*Data provided:*
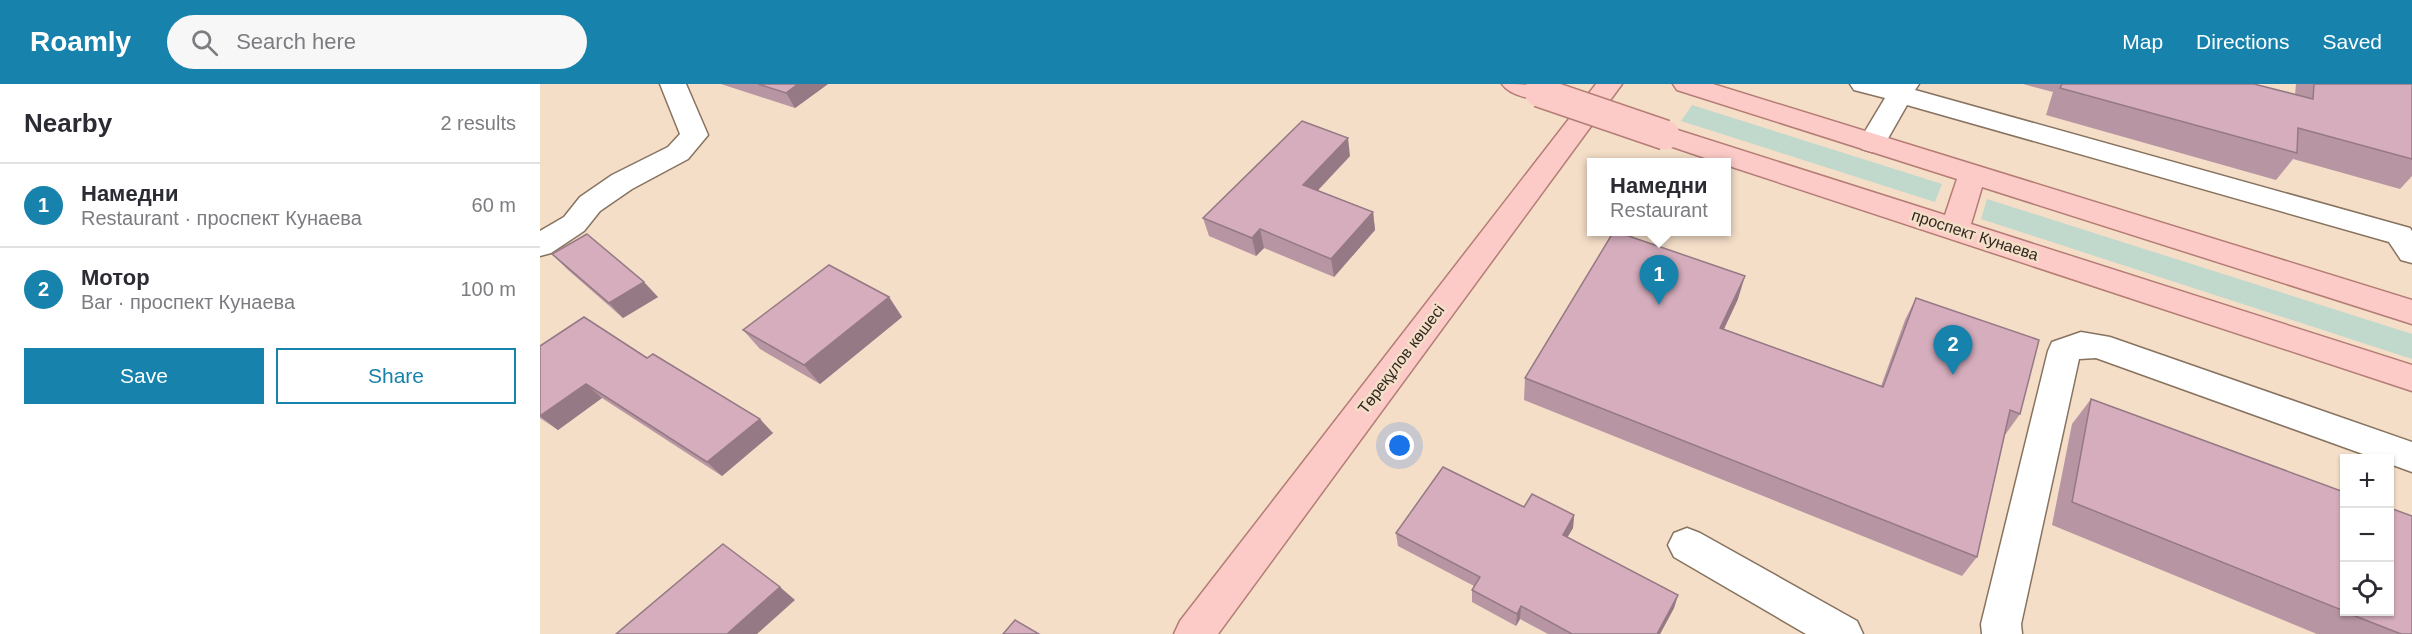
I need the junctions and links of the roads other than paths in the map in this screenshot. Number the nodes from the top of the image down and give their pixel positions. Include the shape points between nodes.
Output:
1 (673, 84) edge
2 (1610, 84) edge
3 (1863, 84) edge
4 (1701, 86) edge
5 (1527, 88) edge
6 (1904, 90) edge
7 (1872, 143) junction
8 (1972, 175) junction
9 (1955, 228) junction
10 (540, 245) edge
11 (2412, 252) edge
12 (2412, 312) edge
13 (2412, 378) edge
14 (2412, 457) edge
15 (1687, 545) dead end
16 (1194, 634) edge
17 (1843, 634) edge
18 (2002, 634) edge

1 - 10 street via 694,135 678,153 622,182 590,204 574,224
2 - 16 main road, Төреқұлов көшесі
3 - 6 street
4 - 7 main road
5 - 9 main road, проспект Кунаева, bridge
6 - 7 street
6 - 11 street via 2398,235
7 - 8 main road
8 - 9 main road
8 - 12 main road
9 - 13 main road, проспект Кунаева
14 - 18 street via 2098,346 2081,345 2064,351 2001,624
15 - 17 street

*Required work:* Write the records above out again word for word, skipping each picture.

*Response below:*
I need the junctions and links of the roads other than paths in the map in this screenshot. Number the nodes from the top of the image down and give their pixel positions. Include the shape points between nodes.
Output:
1 (673, 84) edge
2 (1610, 84) edge
3 (1863, 84) edge
4 (1701, 86) edge
5 (1527, 88) edge
6 (1904, 90) edge
7 (1872, 143) junction
8 (1972, 175) junction
9 (1955, 228) junction
10 (540, 245) edge
11 (2412, 252) edge
12 (2412, 312) edge
13 (2412, 378) edge
14 (2412, 457) edge
15 (1687, 545) dead end
16 (1194, 634) edge
17 (1843, 634) edge
18 (2002, 634) edge

1 - 10 street via 694,135 678,153 622,182 590,204 574,224
2 - 16 main road, Төреқұлов көшесі
3 - 6 street
4 - 7 main road
5 - 9 main road, проспект Кунаева, bridge
6 - 7 street
6 - 11 street via 2398,235
7 - 8 main road
8 - 9 main road
8 - 12 main road
9 - 13 main road, проспект Кунаева
14 - 18 street via 2098,346 2081,345 2064,351 2001,624
15 - 17 street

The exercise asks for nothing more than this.